GOLD PRICES retreated near last week’s new 5.5-year lows in Asian and early London trade Monday, holding above $1065 per ounce as crude oil bounced hard from near 6-year lows following a surprise announcement from major Opec cartel member Saudi Arabia.
“When we do raise rates, it will be particularly important to be watching carefully for the effect on inflation, and whether the expectations that inflation will continue to rise back to 2% is being met or not being met.”
The Bloomberg Commodity Index (BCOM) suffered its worst quarterly drop since the 2008 financial crisis
between July and September, the news and data provider said in a new report at the weekend, losing 14.5% “amid forecasts for the slowest economic growth since 1990 in China, the biggest user of energy, metals and grains.”
“Expectations for a US rate rise in December remain strong,” says the Asian dealing desk at Japanese conglomerate Mitsui’s precious metals division.
“There is a band of resistance between $1079 and $1086. The market still remains vulnerable to further moves lower, with support at $1030-42.”
Last week saw the giant SPDR Gold Trust (NYSEArca:GLD) shrink once again, down for the 5th week in succession as stockholders liquidated shares
and the volume of gold needed to back the product fell to 660 tonnes – its smallest holding since the week of Lehman Brothers’ collapse in mid-September 2008.

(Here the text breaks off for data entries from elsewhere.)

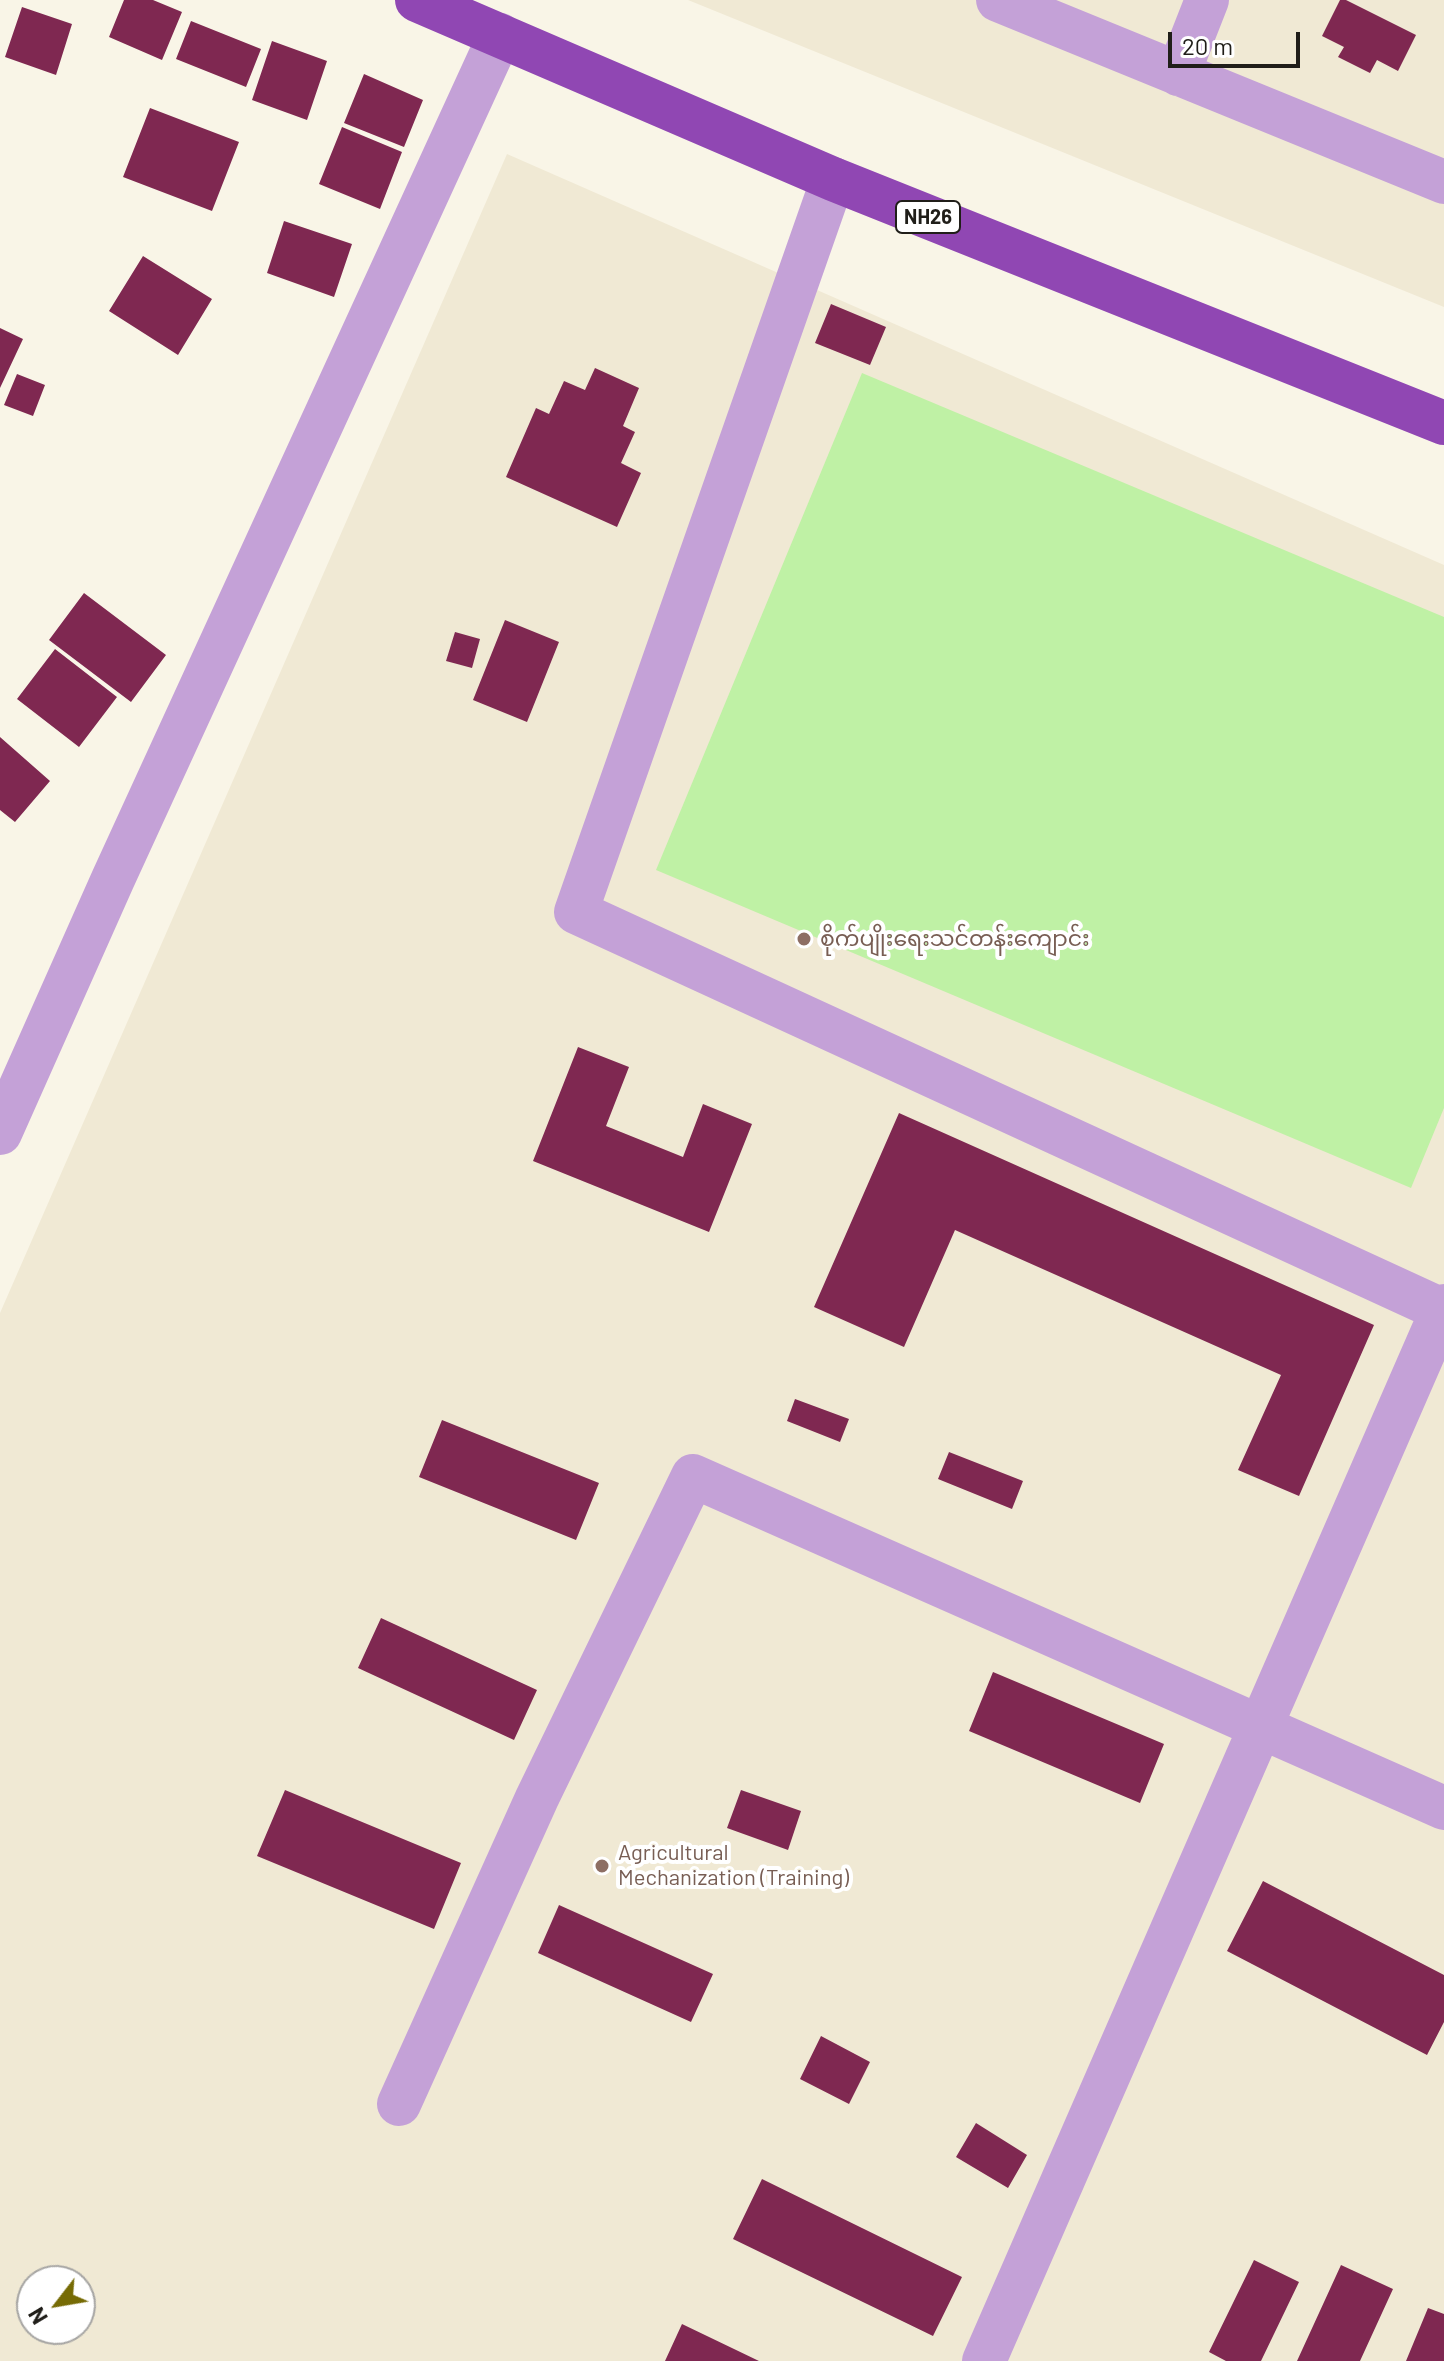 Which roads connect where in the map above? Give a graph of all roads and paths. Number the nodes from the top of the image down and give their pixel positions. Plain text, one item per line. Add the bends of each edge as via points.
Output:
1 (998, 0) edge
2 (1207, 0) edge
3 (422, 1) edge
4 (500, 35) junction
5 (1178, 74) junction
6 (833, 179) junction
7 (1444, 182) edge
8 (1444, 423) edge
9 (0, 1133) edge
10 (1443, 1308) edge
11 (1262, 1727) junction
12 (1444, 1808) edge
13 (399, 2104) dead end
14 (984, 2361) edge

1 - 5 street
2 - 5 street
3 - 4 highway, NH26
4 - 6 highway, NH26
4 - 9 street
5 - 7 street
6 - 8 highway, NH26
6 - 10 street via 576,912
10 - 11 street
11 - 12 street
11 - 13 street via 693,1476 537,1798
11 - 14 street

Silver’s largest ETF in contrast – the iShares Silver Trust (NYSEArca:SLV) – added metal to reach a 9-week high of 9,897 tonnes.
Across all exchange-traded gold products, “We see the risk of accelerated selling…if prices move below $1000 per ounce,” says a note from investment and bullion bank Barclays Capital.

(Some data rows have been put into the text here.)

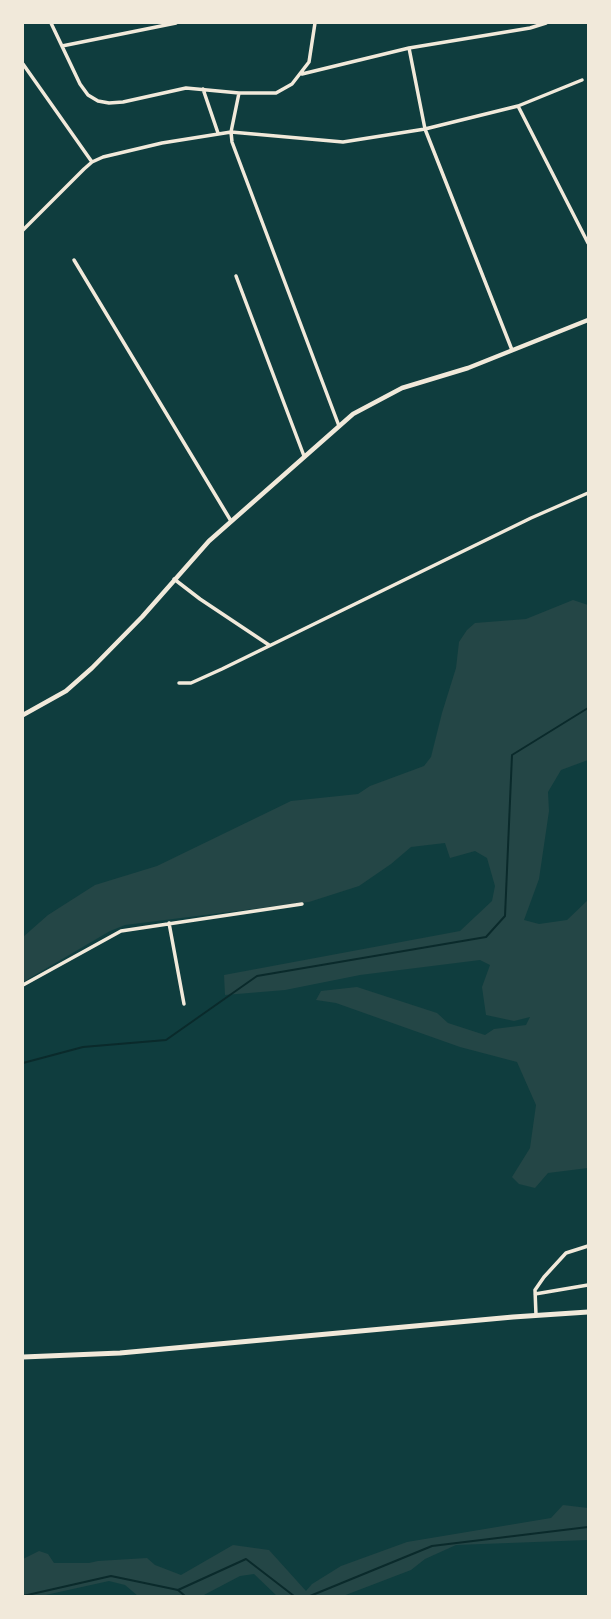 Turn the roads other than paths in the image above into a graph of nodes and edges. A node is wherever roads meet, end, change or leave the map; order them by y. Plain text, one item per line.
1 (51, 23) edge
2 (176, 23) edge
3 (315, 23) edge
4 (546, 23) edge
5 (62, 46) junction
6 (409, 48) junction
7 (23, 64) edge
8 (302, 74) junction
9 (582, 80) dead end
10 (202, 88) junction
11 (239, 93) junction
12 (518, 106) junction
13 (425, 129) junction
14 (231, 132) junction
15 (218, 133) junction
16 (92, 162) junction
17 (23, 230) edge
18 (588, 243) edge
19 (74, 260) dead end
20 (236, 276) dead end
21 (588, 320) edge
22 (512, 351) junction
23 (339, 426) junction
24 (304, 456) junction
25 (588, 493) edge
26 (231, 521) junction
27 (174, 579) junction
28 (269, 645) junction
29 (179, 683) dead end
30 (23, 715) edge
31 (302, 904) dead end
32 (169, 923) junction
33 (23, 985) edge
34 (184, 1004) dead end
35 (588, 1246) edge
36 (588, 1285) edge
37 (534, 1294) junction
38 (588, 1312) edge
39 (536, 1315) junction
40 (23, 1357) edge

1 - 5 street
2 - 5 street
3 - 8 street
4 - 6 street
5 - 10 street
6 - 8 street
6 - 13 street
7 - 16 street
8 - 11 street
9 - 12 street
10 - 11 street
10 - 15 street
11 - 14 street
12 - 13 street
12 - 18 street
13 - 14 street
13 - 22 street
14 - 15 street
14 - 23 street
15 - 16 street
16 - 17 street
19 - 26 street
20 - 24 street
21 - 22 street
22 - 23 street
23 - 24 street
24 - 26 street
25 - 28 street
26 - 27 street
27 - 28 street
27 - 30 street
28 - 29 street
31 - 32 street
32 - 33 street
32 - 34 street
35 - 37 street
36 - 37 street
37 - 39 street
38 - 39 main road
39 - 40 main road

“There [was] a large block of shares purchased between $900 and $1000 per ounce,” BarCap goes on, saying that since the price crash of 2013, its analysts “have seen matching amounts between the amount of gold redeemed and purchased [earlier] in the same price bracket.”
Barclays say the volume at risk on a gold price drop from $1000 to $900 “totals 716 tonnes by our estimation.”
Data from the St.Louis Fed show how Dollar gold prices first rose towards and broke above $1000 per ounce as US consumer-price inflation whipped between 5.6% and minus 2.1% per year.
Priced in Chinese Yuan meantime, gold lost almost 1% in brisk trade
on the Shanghai Gold Exchange on Monday, but that extended the main contract’s premium – over and above comparable London quotes in Dollars – to the equivalent of almost $5 per ounce, twice the last 12 months’ average.
The drop in crude oil prices, Bloomberg News reports separately, has wiped $25 billion off corporate earnings
for S&P500-listed stocks so far this year, a drop of 3% overall, as earnings in the oil-producer sector sank 57%.